Vice President Joe Biden stated at a press conference in Sweden on Thursday that he hopes and expects [Reuters report] that the Guantanamo Bay prison will be closed before President Barack Obama leaves office. The Vice President’s remarks come a day after White House Press Secretary Josh Earnest reiterated the president’s intentions [press briefing] to shut down the Guantanamo facility. According to Earnest, there are currently 61 detainees confined at the facility, and
“[t]here is a rigorous process of evaluating the individual cases, and this process is conducted by a review board where there are representatives of a variety of national intelligence and national security agencies who consider these individual cases … At this point, only 20 of the 61 who are currently there have been approved for transfer.”

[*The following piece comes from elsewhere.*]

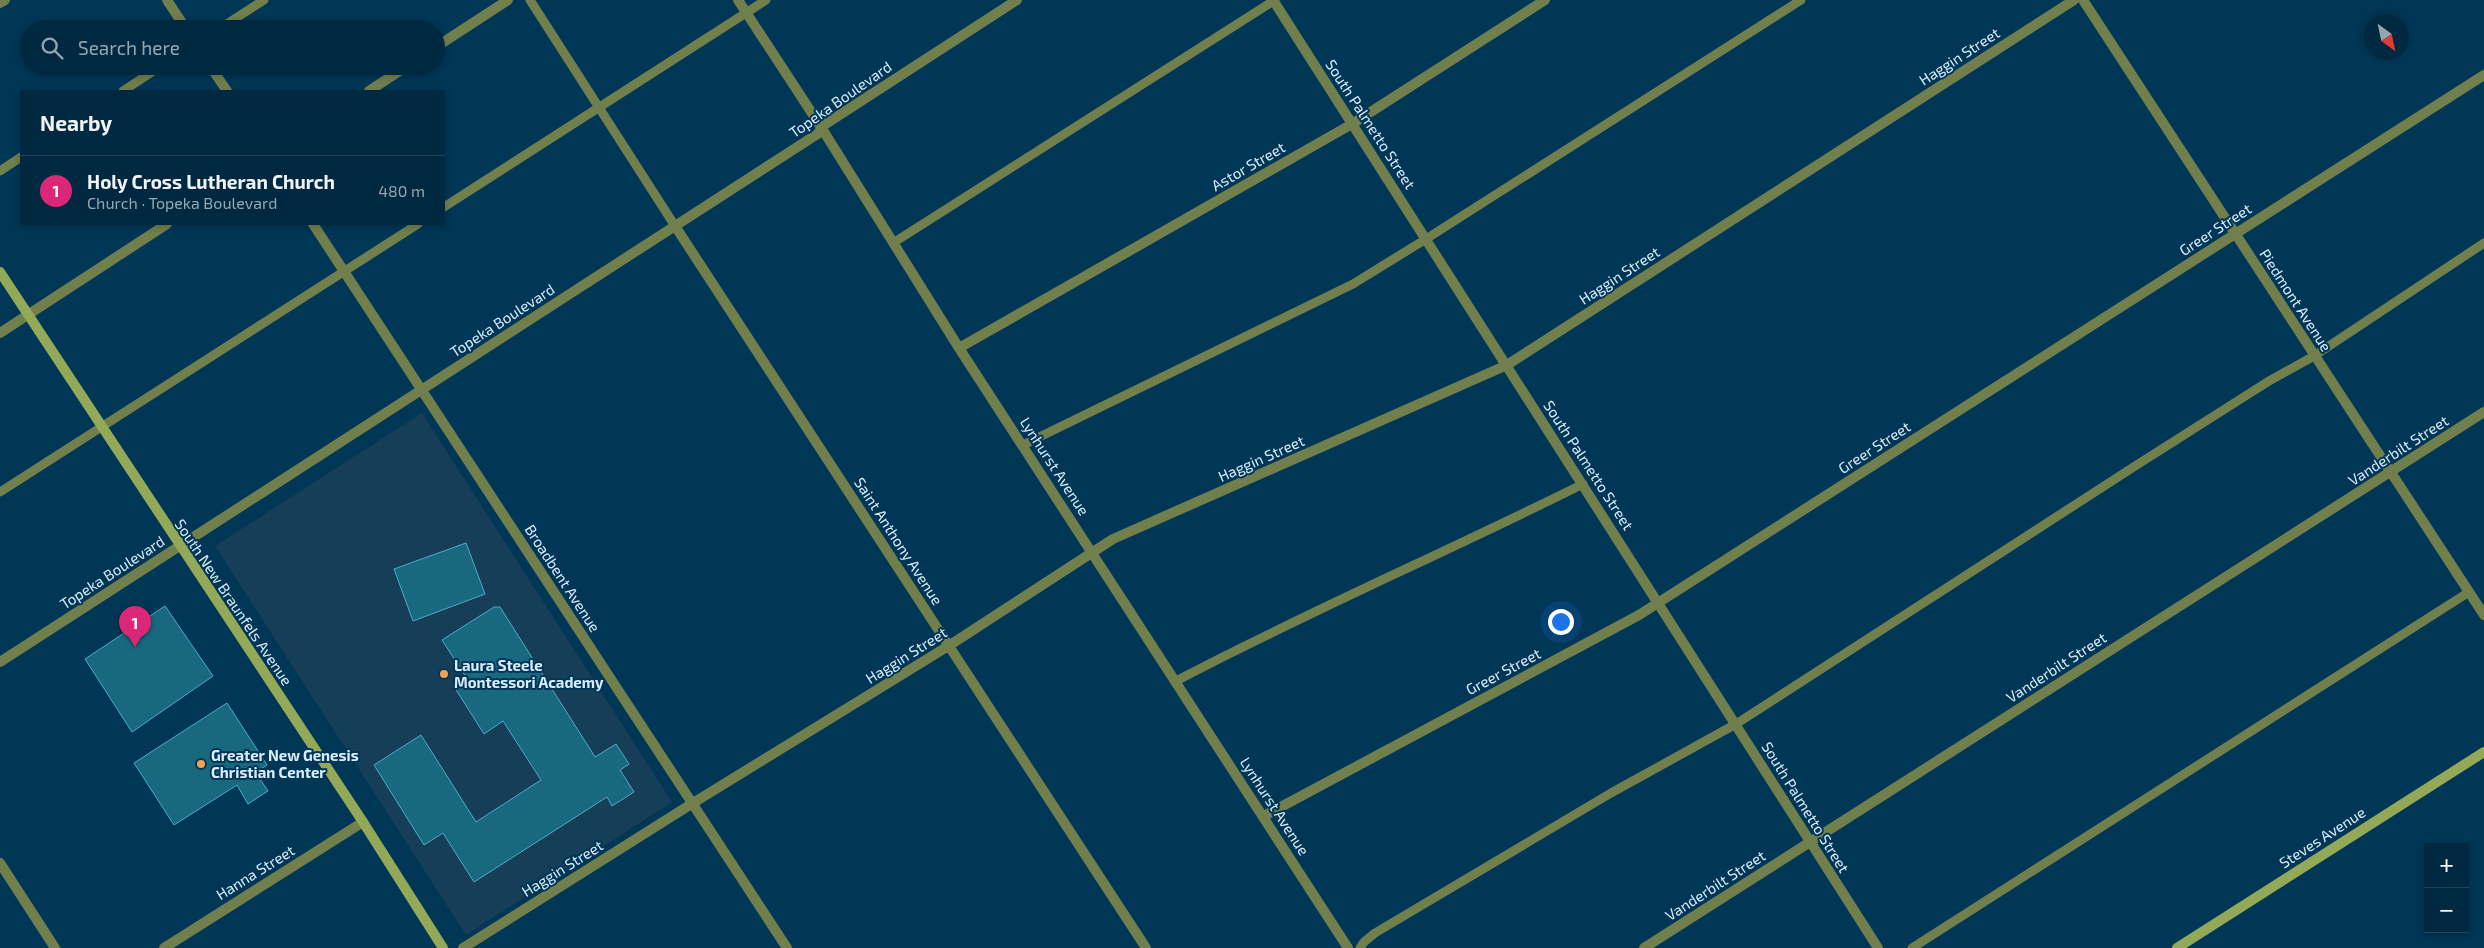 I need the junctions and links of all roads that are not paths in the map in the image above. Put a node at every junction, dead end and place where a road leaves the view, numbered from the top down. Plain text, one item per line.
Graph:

Earnest clarified that only those who have been cleared for transfer will be moved to another facility. The Obama administration has been attempting to shut Guantanamo down since coming to power in 2009, but has thus far faced severe opposition from a Republican-controlled Congress.

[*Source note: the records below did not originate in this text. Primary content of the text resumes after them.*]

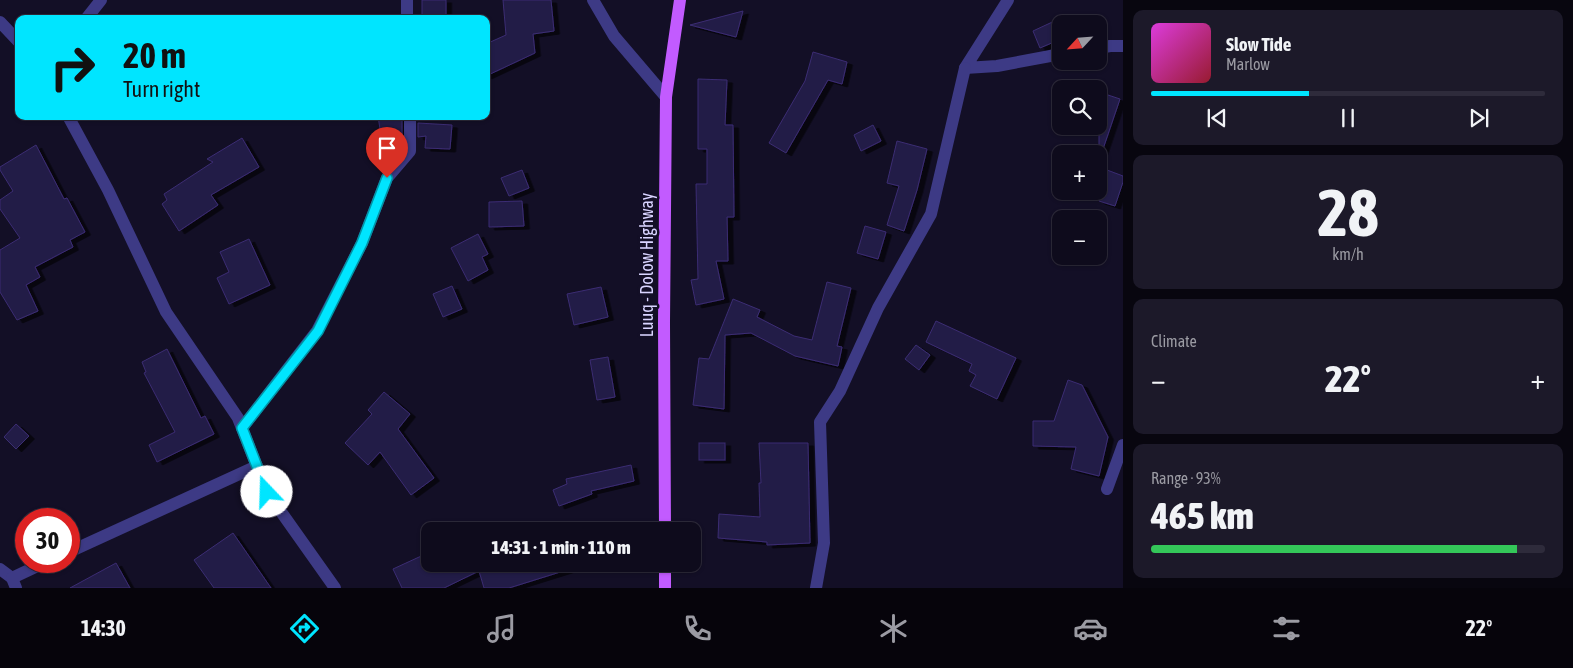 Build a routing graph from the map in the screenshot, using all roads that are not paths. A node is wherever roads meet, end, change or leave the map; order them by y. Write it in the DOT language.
graph roads {
  1 [pos="101,0"];
  2 [pos="407,0"];
  3 [pos="593,0"];
  4 [pos="680,0"];
  5 [pos="1008,0"];
  6 [pos="89,15"];
  7 [pos="407,15"];
  8 [pos="0,22"];
  9 [pos="15,38"];
  10 [pos="1108,46"];
  11 [pos="1123,46"];
  12 [pos="1052,56"];
  13 [pos="965,68"];
  14 [pos="666,97"];
  15 [pos="70,120"];
  16 [pos="410,120"];
  17 [pos="242,428"];
  18 [pos="1123,444"];
  19 [pos="257,466"];
  20 [pos="1107,489"];
  21 [pos="665,522"];
  22 [pos="80,547"];
  23 [pos="0,570"];
  24 [pos="665,572"];
  25 [pos="29,573"];
  26 [pos="14,583"];
  27 [pos="334,588"];
  28 [pos="665,588"];
  29 [pos="816,588"];
  1 -- 6 [label="street"];
  2 -- 7 [label="street"];
  3 -- 14 [label="street"];
  4 -- 14 [label="main road, Luuq - Dolow Highway"];
  5 -- 13 [label="street"];
  8 -- 9 [label="street"];
  10 -- 11 [label="street"];
  12 -- 13 [label="street"];
  13 -- 29 [label="street"];
  14 -- 21 [label="main road, Luuq - Dolow Highway"];
  15 -- 17 [label="street"];
  16 -- 17 [label="street"];
  17 -- 19 [label="street"];
  18 -- 20 [label="street"];
  19 -- 22 [label="street"];
  19 -- 27 [label="street"];
  23 -- 26 [label="street"];
  24 -- 28 [label="main road"];
  25 -- 26 [label="street"];
}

Last week, the US Department of Defense (DOD) [official website] announced the transfer [JURIST report] of 15 Guantanamo detainees to the United Arab Emirates (UAE). Twelve of the detainees were from Yemen, and the other three were from Afghanistan. Six of the detainees had been approved for release since 2009 while the others were cleared for release more recently. The question of shutting Guantanamo down has been one of great controversy. Also last week, a US Senator released a Pentagon Report [JURIST report] detailing the profiles of those currently detained in and recently released from the Guantanamo Bay detention center. Senator Kelly Ayotte (R-NH) concluded that closing the facility would not be in the US’ best interests and would pose a safety risk. White House Chief of Staff Denis McDonough told Fox News in January that US President Barack Obama intends to fulfill [JURIST report] his promise to close the Guantanamo detention facility before leaving office—a promise renewed by the Obama administration on Monday. Last November the US Senate passed [JURIST report] the National Defense Authorization Act for Fiscal Year 2016 (NDAA), which prohibits Guantanamo detainees from being transferred into the US. Obama signed the bill into law, despite the fact that it could delay his plan to close the prison. The NDAA comes after the DOD said [JURIST report] they were sending teams to review three Colorado prisons as part of Obama’s efforts to close the facility in October. The Guantanamo Review Task Force was created in response to a 2009 presidential executive order [text, PDF] to review the status of all detainees. In September White House Spokesperson Josh Earnest said Obama was considering a “wide array” of options [JURIST report] for closing the prison.